Nice-Matin (Cannes)

Negresco: «La justice n’a pas vocation à gérer un hôtel» Des salariés inquiets

Le parquet a demandé au tribunal de commerce de mettre un terme à la mission de l’administra­trice judiciaire qui gère le palace niçois depuis 4 ans. Le procureur de la République explique sa démarche

- ERIC GALLIANO

Nouvelle péripétie judiciaire dans l’affaire dite du Negresco : le tribunal de commerce pourrait détricoter aujourd’hui l’une des mesures de sauvegarde qu’il avait pourtant lui-même prise en 2013 en s’apercevant que l’emblématiq­ue patronne de ce palace art-déco de la promenade des Anglais n’était plus en capacité de gérer ses affaires.
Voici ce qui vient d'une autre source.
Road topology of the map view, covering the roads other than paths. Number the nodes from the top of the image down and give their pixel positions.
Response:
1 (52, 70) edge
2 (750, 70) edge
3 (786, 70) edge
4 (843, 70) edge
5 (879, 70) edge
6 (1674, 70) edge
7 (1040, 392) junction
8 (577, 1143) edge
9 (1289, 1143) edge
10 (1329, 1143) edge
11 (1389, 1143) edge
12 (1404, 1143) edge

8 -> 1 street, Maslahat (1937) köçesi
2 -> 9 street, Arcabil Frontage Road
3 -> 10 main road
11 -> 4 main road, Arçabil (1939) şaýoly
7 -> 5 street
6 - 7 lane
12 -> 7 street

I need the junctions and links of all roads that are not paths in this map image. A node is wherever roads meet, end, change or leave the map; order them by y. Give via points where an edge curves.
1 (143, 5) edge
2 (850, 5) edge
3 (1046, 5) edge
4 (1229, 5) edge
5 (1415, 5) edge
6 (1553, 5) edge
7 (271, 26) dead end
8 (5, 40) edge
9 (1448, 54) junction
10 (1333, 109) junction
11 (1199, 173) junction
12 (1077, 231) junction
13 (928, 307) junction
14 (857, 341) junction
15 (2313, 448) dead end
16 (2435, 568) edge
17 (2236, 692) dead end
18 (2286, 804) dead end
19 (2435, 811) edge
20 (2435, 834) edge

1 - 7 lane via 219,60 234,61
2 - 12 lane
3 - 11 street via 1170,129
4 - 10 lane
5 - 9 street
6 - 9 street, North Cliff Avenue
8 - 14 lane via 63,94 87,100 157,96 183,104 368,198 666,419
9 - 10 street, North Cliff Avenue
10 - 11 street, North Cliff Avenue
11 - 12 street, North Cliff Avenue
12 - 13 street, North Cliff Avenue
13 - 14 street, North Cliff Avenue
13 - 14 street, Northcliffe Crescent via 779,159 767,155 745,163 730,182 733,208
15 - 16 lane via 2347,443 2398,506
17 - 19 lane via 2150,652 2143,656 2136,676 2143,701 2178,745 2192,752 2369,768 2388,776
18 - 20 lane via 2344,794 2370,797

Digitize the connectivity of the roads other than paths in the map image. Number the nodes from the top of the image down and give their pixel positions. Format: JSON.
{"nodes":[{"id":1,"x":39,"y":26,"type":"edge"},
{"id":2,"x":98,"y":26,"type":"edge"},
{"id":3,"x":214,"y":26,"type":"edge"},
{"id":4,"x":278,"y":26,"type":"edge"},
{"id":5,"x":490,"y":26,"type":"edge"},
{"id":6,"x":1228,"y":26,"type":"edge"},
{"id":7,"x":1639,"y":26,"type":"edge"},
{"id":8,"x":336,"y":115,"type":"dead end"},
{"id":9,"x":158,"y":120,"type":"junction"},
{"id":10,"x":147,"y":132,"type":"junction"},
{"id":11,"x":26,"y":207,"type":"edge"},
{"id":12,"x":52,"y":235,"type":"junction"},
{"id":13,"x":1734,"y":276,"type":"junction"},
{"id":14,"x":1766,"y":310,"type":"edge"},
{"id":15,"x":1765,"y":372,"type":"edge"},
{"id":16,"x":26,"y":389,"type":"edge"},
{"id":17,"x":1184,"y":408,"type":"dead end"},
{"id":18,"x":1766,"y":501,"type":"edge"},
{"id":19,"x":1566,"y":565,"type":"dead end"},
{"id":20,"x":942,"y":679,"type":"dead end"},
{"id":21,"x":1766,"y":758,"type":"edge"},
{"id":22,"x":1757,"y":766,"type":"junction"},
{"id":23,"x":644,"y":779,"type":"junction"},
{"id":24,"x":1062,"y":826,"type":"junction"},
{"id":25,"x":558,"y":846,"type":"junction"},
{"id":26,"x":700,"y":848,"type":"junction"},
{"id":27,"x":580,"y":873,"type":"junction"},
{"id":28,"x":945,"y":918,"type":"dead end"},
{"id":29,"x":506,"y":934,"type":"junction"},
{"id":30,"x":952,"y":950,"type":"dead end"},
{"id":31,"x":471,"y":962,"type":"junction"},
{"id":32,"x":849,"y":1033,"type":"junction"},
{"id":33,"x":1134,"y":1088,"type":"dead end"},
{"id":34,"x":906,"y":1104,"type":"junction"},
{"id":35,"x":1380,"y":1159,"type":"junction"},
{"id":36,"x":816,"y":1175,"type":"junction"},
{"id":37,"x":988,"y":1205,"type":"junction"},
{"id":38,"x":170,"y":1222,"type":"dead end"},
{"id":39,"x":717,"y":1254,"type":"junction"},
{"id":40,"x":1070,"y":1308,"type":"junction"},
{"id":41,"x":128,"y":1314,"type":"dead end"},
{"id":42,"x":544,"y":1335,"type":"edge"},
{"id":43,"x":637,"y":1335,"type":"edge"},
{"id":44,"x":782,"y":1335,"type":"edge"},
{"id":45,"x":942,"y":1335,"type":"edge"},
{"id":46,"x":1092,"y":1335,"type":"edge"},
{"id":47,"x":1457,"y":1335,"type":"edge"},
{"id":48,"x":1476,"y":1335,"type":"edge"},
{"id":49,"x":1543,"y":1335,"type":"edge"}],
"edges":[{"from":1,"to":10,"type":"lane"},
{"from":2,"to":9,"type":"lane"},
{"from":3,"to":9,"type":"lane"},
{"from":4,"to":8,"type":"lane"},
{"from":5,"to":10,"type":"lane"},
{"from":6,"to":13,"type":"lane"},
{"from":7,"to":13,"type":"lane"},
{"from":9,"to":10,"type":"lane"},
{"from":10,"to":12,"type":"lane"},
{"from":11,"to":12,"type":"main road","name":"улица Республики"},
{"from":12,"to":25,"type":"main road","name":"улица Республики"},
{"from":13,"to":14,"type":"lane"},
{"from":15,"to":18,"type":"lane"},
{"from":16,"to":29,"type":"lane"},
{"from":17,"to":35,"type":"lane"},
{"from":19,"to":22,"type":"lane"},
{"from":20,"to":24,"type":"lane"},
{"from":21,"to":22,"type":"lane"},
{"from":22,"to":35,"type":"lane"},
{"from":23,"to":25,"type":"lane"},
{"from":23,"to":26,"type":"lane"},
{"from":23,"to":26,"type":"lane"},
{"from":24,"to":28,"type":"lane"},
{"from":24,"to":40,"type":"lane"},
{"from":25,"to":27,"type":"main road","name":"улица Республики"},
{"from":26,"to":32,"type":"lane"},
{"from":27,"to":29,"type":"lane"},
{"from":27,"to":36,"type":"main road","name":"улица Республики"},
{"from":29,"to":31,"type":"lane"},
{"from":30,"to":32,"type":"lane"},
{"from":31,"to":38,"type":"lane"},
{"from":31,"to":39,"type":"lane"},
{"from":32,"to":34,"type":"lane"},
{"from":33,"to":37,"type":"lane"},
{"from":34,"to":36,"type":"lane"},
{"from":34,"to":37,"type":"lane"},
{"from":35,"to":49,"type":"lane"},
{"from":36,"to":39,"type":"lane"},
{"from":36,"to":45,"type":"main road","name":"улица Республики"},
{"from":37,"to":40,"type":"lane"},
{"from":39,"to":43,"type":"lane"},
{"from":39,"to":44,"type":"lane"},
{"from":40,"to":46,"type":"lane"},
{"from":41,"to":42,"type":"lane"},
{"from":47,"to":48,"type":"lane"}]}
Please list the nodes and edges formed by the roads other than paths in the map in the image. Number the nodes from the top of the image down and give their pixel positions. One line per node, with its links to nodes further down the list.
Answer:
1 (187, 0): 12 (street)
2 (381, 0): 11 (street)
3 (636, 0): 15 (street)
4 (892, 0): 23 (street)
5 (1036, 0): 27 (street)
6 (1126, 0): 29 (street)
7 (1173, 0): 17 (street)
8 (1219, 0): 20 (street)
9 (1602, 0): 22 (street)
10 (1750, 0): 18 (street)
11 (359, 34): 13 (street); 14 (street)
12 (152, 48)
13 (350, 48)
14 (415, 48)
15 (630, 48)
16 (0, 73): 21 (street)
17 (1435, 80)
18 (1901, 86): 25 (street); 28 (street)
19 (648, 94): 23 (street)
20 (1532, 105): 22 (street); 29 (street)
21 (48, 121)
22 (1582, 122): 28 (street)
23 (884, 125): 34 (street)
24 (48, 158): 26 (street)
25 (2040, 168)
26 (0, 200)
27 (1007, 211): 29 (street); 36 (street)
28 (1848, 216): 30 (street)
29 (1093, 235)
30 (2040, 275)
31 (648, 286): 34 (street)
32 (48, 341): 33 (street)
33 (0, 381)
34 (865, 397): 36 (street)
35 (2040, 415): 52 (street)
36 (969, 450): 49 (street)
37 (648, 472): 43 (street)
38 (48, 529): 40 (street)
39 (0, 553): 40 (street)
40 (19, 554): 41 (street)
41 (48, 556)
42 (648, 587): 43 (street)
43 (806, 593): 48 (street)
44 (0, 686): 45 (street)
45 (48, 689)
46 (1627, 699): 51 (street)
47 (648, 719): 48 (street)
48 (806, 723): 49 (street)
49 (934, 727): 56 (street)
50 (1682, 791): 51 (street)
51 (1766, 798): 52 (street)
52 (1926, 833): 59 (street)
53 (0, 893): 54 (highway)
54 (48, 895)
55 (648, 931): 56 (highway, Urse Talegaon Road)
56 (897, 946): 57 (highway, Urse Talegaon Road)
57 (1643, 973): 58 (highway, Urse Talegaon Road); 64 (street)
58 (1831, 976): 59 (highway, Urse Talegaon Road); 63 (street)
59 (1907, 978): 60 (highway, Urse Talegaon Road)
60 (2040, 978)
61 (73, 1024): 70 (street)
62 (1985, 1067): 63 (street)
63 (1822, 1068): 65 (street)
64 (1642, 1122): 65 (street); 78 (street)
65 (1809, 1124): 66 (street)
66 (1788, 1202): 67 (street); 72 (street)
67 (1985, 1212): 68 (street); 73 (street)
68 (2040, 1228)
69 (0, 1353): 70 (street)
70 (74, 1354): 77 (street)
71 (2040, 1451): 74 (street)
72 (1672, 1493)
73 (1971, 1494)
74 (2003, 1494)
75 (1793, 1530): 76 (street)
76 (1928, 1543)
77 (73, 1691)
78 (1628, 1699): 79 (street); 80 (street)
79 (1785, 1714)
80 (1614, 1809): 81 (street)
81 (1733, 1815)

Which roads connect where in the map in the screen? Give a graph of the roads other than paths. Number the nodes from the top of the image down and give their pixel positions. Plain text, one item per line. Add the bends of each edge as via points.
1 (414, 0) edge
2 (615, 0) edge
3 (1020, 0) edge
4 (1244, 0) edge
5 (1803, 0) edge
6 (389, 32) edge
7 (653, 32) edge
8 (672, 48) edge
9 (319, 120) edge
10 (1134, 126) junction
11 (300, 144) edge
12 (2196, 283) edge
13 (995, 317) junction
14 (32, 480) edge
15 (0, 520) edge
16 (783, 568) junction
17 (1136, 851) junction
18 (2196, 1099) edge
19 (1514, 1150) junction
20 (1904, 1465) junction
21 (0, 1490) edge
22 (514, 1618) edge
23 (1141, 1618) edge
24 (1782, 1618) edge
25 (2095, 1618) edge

Le tribunal doit examiner ce matin la requête du parquet de Nice qui demande à ce qu’il soit mis un terme au mandat de l’administra­trice judiciaire, Me Nathalie Thomas, qui depuis quatre ans gère le Negresco en lieu et place de Jeanne Augier (Nice-Matin d’hier). « La justice n’a pas vocation à gérer un hôtel », estime le procureur de la République de Nice qui tient à rappeler le contexte très particulie­r dans lequel cette mesure de sauvegarde avait été prise.

Une mesure provisoire… depuis quatre ans

« C’était une mesure d’administra­tion provisoire, insiste le magistrat, prise à l’époque par le tribunal de commerce de Nice. C’était en 2013. Tout le monde avait été secoué en découvrant que Mme Augier n’était plus réellement capable de concevoir ce à quoi elle s’engageait. » Une expertise médicale avait alors démontré que la patronne du Negresco, aujourd’hui âgée de 94 ans, souffrait d’une « altération globale, significat­ive et marquée au plan pathologiq­ue des fonctions cognitives. » « C’est dans ce contexte de potentiel péril imminent, ainsi que dans un climat de suspicion », rappelle le procureur de la République – puisqu’une informatio­n judiciaire est toujours à l’instructio­n sur un potentiel abus de faiblesse dont aurait pu être victime Jeanne Augier – qu’un certain nombre de mesures d’urgence avaient été prises. Notamment la désignatio­n d’une administra­trice judiciaire pour gérer le Negresco.

«Me Thomas a fait un super-boulot », reconnaît Jean-Michel Prêtre qui estime que le provisoire a néanmoins assez duré .

«Rester dans l’immobilism­e serait mortifère»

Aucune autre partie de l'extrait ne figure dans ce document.